Romero: UPRS and QOS, along with the Chicano-Mexicano-Latino Student Union (CHIMEXLA), helped with any issue that was important to the students. It was not only about helping our Puerto Rican community but any student that felt that their needs were not being met by the university.  We did everything from conducting programs to talking with students about the issues occurring at the university.  A big issue was women’s rights along with helping and opening the doors to immigrant students because of the problems that the U.S. was causing in Latin American.  We formed alliances with all of the student organizations such as the Pakistani club.

QOS: What kind of impact did UPRS and QOS have on campus and the community? What accomplishments were you most proud of during your time?

Romero: Back then the plan was to design a minor in Chicano, Mexican, and Puerto Rican Studies and hopefully one day making it a major on campus.  We fought through the university and brought it up to President Ronald Williams, who then ended the positions of professors teaching Latin American and Puerto Rican history [in an attempt] to eliminate us from campus.  At the time, we had two spaces on campus – one for UPRS and the other for CHIMEXLA – and the President had these spaces closed-off, but we managed to still meet.

QOS: What is the importance of a Latino and Latin American Studies major and the recent building of a Latina/o Cultural & Resource Center?

Romero: When we fought for the Chicano, Mexican, and Puerto Rican Studies program we aimed to make it a minor which now I believe is Latino & Latin American Studies but what people don’t see is that we have been fighting for this for over 20 years along with a Latino Resource Center.
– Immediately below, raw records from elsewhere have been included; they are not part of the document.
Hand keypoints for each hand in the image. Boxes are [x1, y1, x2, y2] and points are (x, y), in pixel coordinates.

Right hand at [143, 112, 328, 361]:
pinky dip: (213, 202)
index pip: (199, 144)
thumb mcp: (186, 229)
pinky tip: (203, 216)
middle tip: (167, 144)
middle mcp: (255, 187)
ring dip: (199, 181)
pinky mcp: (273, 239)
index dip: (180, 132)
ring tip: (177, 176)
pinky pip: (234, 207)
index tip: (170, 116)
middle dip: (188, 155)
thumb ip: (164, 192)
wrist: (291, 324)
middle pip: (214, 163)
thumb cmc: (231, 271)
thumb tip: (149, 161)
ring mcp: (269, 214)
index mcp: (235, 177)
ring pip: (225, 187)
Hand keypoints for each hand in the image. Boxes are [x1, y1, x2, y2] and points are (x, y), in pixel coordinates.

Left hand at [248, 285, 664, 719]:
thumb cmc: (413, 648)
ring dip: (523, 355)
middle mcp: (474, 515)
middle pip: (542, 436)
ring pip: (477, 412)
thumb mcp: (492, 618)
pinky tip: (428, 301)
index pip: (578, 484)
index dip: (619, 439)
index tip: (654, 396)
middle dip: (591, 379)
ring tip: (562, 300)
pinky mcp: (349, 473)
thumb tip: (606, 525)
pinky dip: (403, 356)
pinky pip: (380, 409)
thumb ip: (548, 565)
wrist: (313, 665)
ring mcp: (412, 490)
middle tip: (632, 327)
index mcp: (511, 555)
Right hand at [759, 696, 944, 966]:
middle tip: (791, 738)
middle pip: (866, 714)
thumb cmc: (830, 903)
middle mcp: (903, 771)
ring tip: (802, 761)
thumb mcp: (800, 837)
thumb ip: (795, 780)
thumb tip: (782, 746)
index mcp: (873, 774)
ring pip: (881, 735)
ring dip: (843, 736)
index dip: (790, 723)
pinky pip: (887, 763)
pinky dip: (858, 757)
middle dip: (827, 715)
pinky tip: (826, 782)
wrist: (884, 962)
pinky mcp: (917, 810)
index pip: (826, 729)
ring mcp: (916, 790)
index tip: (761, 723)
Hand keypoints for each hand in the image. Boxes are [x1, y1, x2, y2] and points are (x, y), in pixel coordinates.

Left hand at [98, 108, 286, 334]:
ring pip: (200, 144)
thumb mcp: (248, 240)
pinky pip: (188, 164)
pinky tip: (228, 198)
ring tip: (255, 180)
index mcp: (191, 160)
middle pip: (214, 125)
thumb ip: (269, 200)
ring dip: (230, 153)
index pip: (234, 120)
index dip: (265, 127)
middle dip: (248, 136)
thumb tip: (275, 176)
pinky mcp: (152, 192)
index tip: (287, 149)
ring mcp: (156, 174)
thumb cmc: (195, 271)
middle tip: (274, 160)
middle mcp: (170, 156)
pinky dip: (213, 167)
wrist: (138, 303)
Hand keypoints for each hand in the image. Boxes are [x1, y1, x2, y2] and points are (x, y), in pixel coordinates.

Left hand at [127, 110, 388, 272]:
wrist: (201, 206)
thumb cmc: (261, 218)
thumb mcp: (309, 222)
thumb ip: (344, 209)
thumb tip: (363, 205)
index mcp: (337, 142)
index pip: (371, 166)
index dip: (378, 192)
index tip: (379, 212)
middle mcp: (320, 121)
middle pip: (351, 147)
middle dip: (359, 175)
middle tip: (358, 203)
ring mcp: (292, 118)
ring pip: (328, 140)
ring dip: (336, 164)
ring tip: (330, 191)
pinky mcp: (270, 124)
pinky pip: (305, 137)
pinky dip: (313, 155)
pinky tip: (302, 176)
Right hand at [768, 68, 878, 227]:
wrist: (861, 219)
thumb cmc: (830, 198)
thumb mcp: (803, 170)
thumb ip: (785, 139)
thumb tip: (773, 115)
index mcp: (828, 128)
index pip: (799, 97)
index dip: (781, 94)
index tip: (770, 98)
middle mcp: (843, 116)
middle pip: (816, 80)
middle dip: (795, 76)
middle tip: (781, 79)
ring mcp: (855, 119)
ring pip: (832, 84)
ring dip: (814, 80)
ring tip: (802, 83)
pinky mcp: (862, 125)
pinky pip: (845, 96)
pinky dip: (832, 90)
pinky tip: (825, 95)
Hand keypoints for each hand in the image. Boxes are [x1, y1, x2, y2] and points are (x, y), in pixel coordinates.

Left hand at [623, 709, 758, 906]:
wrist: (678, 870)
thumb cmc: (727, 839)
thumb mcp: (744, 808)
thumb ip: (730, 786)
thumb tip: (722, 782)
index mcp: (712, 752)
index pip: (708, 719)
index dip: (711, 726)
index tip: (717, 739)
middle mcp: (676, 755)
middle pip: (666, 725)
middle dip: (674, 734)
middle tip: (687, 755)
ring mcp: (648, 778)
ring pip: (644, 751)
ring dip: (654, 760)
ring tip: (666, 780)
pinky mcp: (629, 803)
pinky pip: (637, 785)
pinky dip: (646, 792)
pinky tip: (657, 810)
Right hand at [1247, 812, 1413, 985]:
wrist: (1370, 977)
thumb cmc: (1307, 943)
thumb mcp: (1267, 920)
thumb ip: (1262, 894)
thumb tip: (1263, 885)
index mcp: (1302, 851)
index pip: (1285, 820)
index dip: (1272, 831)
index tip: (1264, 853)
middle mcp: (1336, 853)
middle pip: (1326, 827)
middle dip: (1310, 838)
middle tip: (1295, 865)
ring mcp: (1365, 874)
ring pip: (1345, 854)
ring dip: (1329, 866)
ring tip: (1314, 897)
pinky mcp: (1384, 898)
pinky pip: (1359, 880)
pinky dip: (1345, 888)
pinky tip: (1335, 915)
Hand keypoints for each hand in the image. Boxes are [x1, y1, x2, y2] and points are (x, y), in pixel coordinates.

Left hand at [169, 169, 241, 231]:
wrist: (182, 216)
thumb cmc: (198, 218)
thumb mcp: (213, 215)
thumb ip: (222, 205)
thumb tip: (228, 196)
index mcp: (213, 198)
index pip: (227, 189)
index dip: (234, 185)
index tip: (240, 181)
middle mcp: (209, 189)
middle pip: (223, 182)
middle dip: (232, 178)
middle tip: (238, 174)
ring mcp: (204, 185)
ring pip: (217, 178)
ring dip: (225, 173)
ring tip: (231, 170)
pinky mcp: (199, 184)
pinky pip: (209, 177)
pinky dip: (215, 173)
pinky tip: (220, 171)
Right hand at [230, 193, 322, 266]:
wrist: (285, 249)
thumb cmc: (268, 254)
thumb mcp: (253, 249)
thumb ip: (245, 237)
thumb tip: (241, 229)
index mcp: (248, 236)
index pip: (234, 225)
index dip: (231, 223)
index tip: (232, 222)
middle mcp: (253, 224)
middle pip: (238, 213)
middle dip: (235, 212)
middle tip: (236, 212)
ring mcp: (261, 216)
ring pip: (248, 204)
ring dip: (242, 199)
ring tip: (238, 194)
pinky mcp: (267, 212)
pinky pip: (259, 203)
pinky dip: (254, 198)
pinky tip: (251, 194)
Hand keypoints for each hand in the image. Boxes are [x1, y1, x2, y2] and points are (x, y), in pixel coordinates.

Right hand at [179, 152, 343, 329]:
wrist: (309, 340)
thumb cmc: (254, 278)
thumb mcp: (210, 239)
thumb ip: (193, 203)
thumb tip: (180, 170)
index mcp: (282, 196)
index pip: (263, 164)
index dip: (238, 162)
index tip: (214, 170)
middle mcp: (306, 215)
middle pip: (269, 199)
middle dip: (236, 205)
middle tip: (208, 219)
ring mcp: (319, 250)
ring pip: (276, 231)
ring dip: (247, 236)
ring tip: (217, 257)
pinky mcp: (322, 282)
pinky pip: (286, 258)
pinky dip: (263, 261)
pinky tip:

People think that this just came about but it was decades of struggles that we went through.

QOS: Are there any ideas or experiences you would like to share with the present membership of these organizations and the broader Puerto Rican/Latino community?

Romero: When I was kicked off campus it was because I was accused of pushing the Vice-President of Student Affairs when I didn’t even touch him. It was really because we took over the Beehive building to demand our rights as students. It was so extreme that the FBI was on the campus. Now, I look at President Hahs and she hears us and is willing to work with us. So, the only piece of advice or idea that I can give the students now is to help us as a community fight for the freedom of Oscar López Rivera. He is still in jail after 31 years because of conspiracy to overthrow the U.S. government when that was never his intentions; he just wants to see Puerto Rico free. Not even Nelson Mandela served that long. I’m asking for the justice of our brothers in jail, justice in our community, and justice for immigration. Last piece of advice for students is “one needs to know who the enemy is and have them present.”

My interview with Irma Romero was so powerful, especially when her voice cracked and she came to tears recollecting on what she has been through with the university and the community. The passion that she has for the Puerto Rican community is immense. She says that she is proud of her Mexican roots but has found a home within the Puerto Rican community.  This goes to show that in order to make a change you do not have to share the exact background as someone else. My conversation with Irma was so inspiring that we will be continuing our conversation but in a more casual setting.

One Response to “Mexican Roots Uplift Puerto Rican Passion”

  1. Gaston Linan says:

    This great lady passed away today 01/11/2013. She is survived by her loving family and the many lives she touched.